The specific backup plans developed during this project and/or variants of and successors to them, are capable of being productised by providers. These include corporations that sell hardware, that sell operating systems, that sell pre-configured hardware and software, that sell value-added hardware and software installations, that sell storage-devices, that sell storage services, that sell SaaS services, and that sell BaaS services. In addition, current service-providers can use the risk assessment, or the specific backup plans, as a basis for evaluating their offerings and planning improvements to address deficiencies.

The analysis of five mainstream SaaS providers concluded that, in many cases, very substantial barriers prevent the implementation of effective backup strategies by small organisations and individuals using SaaS services. This is a very important conclusion, and one that does not appear to have been published in the literature to date. Given the vital economic, social and personal importance of assuring ongoing access to data, this is a fairly remarkable finding.

Reasons why the ideas suggested in this paper will not come about are easily found, including:

insecurity is an externality, whose negative consequences are not experienced by the cloud service provider
security features can be costly
demand by users is at least muted, and even sbsent
no comparative advantage is apparent to providers

On the other hand, there are drivers for these activities, and processes exist whereby the features may come about. For example:

features may 'trickle down' from enterprise versions
security-aware market segments may demand them
regulators such as tax agencies may exert moral suasion on providers

It is important that researchers apply the analysis conducted in this project to further SaaS providers, and that pressure be brought to bear on those, possibly many, providers that fall materially short of users' needs.
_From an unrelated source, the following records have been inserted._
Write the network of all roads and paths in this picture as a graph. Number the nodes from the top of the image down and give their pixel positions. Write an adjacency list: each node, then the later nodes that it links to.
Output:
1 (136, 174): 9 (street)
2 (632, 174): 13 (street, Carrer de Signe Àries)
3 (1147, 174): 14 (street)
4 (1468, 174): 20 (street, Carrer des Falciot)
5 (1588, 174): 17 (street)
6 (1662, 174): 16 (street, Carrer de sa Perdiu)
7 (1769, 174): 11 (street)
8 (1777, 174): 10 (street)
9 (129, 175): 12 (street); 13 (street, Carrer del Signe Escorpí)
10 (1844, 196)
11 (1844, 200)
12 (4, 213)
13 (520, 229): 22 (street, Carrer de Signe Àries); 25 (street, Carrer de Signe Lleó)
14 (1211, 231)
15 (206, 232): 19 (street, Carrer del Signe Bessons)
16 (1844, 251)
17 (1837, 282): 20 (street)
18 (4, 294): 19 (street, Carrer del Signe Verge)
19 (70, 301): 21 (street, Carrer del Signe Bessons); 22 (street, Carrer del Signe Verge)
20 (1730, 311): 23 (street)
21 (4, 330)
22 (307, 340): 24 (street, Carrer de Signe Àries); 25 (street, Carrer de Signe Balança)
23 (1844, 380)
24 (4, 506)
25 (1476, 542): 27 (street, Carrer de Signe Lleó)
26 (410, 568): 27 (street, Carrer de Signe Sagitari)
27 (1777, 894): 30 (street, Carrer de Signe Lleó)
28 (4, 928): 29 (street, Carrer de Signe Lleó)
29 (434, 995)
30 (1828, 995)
The adoption of cloud solutions may have been enthusiastic, but is has been blind, and that blindness will have serious negative consequences for some users. The recent actions of the UK Competition and Markets Authority may provide a template for adpotion by regulators elsewhere.

A further implication for academics is that the very limited attention paid to backup of SaaS-maintained data in the formal research literature, a full decade after it emerged, is harmful to users. One reason for the lack of a literature may be that Computer Science is concerned with much more technically advanced matters than backup and recovery. Another may be that the emphasis of Information Systems research is so strongly on social science perspectives and the observation of technology in use that only a limited amount of constructive research is being undertaken. Alternatively, IS researchers may have such a strong commitment to the needs of large corporations that the interests of small organisations and individuals are being largely ignored. A literature on consumer law in cloud contexts is emergent, however. See, for example, Millard (2013, Chapter 13).

As individuals increasingly act as prosumers, they can be expected to become more demanding, and more interested in investing in effective but practical backup arrangements. Greater economic significance will arise from the large numbers of micro-organisations that have become highly dependent on cloud-stored data, and whose performance will be seriously undermined by unrecoverable data loss. Meanwhile, the many large organisations that are significantly virtualised and dependent on sub-contractors will become concerned about importing those subcontractors' security risks. They are therefore likely to bring pressure to bear on small and micro-businesses to demonstrate the appropriateness of their backup arrangements, and to provide warranties and indemnities.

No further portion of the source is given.